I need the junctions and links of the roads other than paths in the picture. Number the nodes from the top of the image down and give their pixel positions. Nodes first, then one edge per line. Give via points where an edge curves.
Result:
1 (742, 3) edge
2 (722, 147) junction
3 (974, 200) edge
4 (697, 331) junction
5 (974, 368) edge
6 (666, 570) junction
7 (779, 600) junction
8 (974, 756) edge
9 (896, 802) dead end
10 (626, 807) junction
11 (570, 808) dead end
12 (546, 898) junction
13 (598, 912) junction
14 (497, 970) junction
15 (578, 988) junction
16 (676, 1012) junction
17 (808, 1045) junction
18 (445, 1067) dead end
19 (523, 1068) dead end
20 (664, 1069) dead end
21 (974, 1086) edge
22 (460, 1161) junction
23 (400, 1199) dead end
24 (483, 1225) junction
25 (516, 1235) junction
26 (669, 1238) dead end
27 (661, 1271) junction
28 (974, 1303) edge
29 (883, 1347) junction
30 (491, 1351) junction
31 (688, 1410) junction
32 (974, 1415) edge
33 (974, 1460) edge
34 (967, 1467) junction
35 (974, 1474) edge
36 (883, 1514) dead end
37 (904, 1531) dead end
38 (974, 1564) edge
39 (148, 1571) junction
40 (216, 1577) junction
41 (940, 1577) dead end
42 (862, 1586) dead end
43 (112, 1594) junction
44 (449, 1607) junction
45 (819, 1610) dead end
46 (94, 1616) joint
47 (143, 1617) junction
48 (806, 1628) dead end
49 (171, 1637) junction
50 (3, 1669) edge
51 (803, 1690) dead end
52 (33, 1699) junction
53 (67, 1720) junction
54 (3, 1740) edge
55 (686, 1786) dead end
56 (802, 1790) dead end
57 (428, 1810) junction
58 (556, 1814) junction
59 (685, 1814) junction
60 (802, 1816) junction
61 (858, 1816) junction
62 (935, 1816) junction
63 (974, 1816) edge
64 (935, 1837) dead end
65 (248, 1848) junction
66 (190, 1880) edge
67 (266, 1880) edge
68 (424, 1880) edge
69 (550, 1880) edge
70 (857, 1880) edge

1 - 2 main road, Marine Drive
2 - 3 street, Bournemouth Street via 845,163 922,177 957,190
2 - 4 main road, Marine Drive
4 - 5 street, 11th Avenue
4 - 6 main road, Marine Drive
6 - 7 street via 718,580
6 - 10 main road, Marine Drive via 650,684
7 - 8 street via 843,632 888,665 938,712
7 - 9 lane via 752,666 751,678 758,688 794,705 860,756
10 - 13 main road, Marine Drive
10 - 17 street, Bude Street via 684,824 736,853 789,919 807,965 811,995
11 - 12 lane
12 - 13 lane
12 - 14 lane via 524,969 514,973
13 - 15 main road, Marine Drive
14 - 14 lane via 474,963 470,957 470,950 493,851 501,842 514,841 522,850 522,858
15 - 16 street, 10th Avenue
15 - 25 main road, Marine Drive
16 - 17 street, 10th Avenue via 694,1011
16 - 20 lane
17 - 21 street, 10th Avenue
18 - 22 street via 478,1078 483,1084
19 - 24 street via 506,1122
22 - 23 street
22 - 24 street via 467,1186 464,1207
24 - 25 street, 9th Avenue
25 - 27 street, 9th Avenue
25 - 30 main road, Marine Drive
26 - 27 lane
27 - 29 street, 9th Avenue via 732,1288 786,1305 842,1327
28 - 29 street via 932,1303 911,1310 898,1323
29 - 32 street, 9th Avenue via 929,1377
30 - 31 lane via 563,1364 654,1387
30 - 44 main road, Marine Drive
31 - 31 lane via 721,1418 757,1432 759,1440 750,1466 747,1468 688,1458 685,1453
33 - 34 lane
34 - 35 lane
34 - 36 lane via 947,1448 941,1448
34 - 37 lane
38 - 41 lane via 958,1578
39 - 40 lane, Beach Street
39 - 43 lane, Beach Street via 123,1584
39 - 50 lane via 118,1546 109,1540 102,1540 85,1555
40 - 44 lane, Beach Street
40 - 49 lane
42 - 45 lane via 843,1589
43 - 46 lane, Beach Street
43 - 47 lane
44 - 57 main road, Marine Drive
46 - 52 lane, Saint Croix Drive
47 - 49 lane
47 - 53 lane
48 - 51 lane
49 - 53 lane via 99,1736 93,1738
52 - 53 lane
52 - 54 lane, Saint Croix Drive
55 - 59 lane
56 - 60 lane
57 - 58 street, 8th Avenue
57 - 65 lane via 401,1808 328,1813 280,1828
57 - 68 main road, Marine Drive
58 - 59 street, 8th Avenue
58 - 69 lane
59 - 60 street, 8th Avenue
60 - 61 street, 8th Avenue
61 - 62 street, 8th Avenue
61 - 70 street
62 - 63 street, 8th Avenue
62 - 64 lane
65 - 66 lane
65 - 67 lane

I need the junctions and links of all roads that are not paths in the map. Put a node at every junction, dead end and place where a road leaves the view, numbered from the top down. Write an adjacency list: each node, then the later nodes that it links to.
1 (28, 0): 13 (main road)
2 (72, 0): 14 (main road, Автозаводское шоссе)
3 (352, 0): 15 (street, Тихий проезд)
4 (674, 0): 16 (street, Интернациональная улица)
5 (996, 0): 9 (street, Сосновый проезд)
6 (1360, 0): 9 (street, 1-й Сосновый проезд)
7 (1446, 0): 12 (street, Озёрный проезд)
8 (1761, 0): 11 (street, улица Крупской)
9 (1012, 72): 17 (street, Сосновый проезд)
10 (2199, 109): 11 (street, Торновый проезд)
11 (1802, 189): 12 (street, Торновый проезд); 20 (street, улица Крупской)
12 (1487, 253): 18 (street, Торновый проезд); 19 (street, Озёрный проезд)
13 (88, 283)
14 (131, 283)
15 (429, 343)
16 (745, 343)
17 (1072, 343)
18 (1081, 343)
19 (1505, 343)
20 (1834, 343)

++++++++++++++++++++

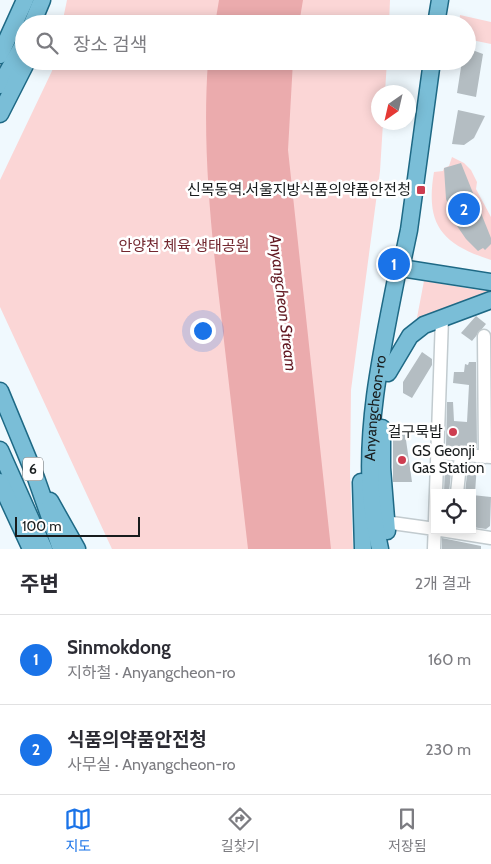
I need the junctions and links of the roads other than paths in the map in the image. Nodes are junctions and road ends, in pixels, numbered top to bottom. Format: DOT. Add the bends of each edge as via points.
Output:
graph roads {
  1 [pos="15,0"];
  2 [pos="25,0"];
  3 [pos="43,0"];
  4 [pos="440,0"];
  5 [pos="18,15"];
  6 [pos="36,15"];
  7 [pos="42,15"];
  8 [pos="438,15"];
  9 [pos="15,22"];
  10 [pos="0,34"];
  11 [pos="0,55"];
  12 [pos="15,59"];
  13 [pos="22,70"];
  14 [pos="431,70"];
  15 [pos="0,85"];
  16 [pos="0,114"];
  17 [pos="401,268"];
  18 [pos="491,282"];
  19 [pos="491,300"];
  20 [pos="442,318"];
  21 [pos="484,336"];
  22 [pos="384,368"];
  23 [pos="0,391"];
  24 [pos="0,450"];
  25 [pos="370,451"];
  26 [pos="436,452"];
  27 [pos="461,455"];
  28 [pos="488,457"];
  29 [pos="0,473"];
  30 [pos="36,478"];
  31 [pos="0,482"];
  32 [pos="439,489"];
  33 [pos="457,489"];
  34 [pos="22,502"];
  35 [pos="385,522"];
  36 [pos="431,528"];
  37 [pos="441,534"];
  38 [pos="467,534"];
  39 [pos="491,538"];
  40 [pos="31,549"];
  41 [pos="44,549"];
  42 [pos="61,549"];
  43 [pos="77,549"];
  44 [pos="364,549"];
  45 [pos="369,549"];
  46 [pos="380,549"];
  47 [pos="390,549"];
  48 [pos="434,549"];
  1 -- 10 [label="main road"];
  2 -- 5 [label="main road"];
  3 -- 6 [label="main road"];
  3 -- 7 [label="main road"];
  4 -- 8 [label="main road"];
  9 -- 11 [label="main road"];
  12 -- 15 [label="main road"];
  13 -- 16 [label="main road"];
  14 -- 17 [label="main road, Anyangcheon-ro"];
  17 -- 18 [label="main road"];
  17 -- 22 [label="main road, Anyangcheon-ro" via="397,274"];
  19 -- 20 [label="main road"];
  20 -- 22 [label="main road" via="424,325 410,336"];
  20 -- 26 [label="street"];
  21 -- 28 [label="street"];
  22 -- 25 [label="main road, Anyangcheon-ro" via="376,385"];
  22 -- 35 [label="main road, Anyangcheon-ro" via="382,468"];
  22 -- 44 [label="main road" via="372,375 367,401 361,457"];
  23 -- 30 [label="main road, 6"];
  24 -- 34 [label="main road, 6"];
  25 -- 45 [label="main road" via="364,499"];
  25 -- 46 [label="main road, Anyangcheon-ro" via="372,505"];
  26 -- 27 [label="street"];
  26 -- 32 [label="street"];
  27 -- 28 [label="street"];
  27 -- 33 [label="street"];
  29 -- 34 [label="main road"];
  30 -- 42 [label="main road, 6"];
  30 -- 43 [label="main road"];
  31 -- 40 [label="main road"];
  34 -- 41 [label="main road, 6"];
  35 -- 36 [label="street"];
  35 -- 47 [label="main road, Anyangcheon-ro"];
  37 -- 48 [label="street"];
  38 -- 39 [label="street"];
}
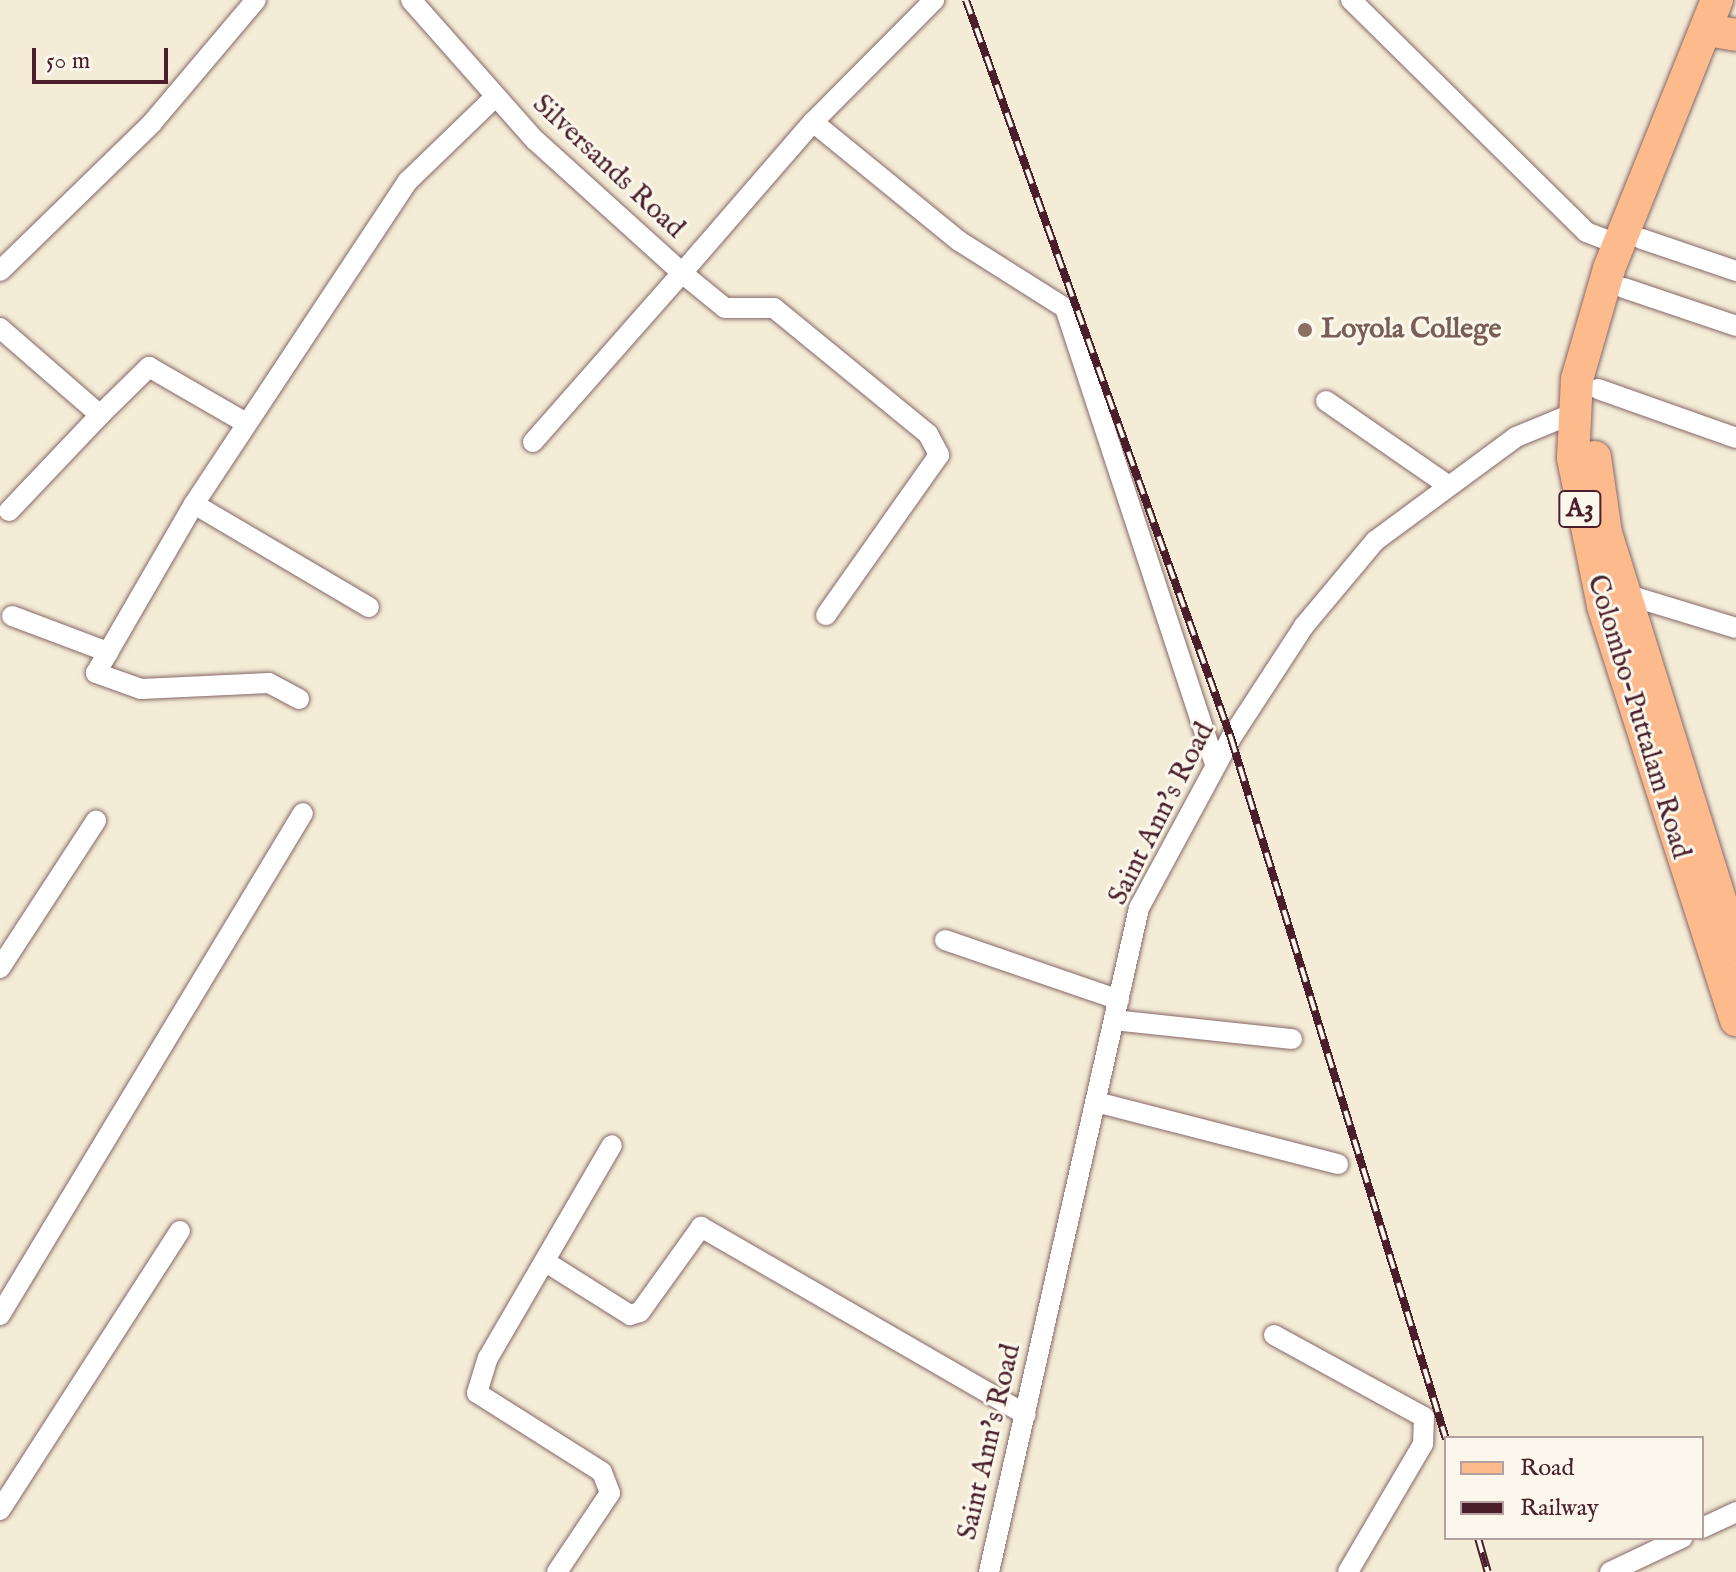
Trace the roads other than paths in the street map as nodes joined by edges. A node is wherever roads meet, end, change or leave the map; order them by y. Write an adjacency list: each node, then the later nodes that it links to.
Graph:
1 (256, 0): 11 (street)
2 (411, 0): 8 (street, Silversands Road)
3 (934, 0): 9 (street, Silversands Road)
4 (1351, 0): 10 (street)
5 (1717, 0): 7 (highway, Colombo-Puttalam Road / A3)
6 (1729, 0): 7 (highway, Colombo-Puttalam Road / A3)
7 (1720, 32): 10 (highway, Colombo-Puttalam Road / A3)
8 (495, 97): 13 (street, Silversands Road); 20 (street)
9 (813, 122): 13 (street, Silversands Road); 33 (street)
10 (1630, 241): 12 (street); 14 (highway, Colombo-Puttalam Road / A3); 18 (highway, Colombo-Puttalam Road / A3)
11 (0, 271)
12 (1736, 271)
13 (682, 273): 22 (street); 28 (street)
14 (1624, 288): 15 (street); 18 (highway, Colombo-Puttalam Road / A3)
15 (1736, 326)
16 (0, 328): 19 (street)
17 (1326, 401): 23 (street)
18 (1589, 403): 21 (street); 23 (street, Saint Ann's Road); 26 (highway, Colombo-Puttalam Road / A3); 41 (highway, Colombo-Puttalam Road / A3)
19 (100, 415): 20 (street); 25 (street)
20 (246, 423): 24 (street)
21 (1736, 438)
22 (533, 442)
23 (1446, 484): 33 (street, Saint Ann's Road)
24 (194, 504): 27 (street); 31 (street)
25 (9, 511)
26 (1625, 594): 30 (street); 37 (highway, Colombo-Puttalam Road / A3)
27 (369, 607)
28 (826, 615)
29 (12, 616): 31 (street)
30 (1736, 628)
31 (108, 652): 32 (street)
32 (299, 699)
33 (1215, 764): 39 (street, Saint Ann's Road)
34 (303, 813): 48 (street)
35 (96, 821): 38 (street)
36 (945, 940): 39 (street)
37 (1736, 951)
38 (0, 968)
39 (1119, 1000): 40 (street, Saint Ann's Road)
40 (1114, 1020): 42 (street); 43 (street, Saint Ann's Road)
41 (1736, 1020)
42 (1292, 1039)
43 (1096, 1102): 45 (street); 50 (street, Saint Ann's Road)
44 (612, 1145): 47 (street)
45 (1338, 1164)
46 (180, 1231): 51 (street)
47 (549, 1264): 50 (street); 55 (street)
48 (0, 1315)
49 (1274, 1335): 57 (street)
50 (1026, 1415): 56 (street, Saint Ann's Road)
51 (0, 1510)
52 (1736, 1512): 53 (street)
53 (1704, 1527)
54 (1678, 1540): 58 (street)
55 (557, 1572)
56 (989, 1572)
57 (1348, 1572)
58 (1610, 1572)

++++++++++++++++++++

Problem statement >> Take the word "list" and find each line of the material that contains it. Copy those lines.

Expected output >>
I need the junctions and links of all roads that are not paths in the map. Put a node at every junction, dead end and place where a road leaves the view, numbered from the top down. Write an adjacency list: each node, then the later nodes that it links to.
Trace the roads other than paths in the street map as nodes joined by edges. A node is wherever roads meet, end, change or leave the map; order them by y. Write an adjacency list: each node, then the later nodes that it links to.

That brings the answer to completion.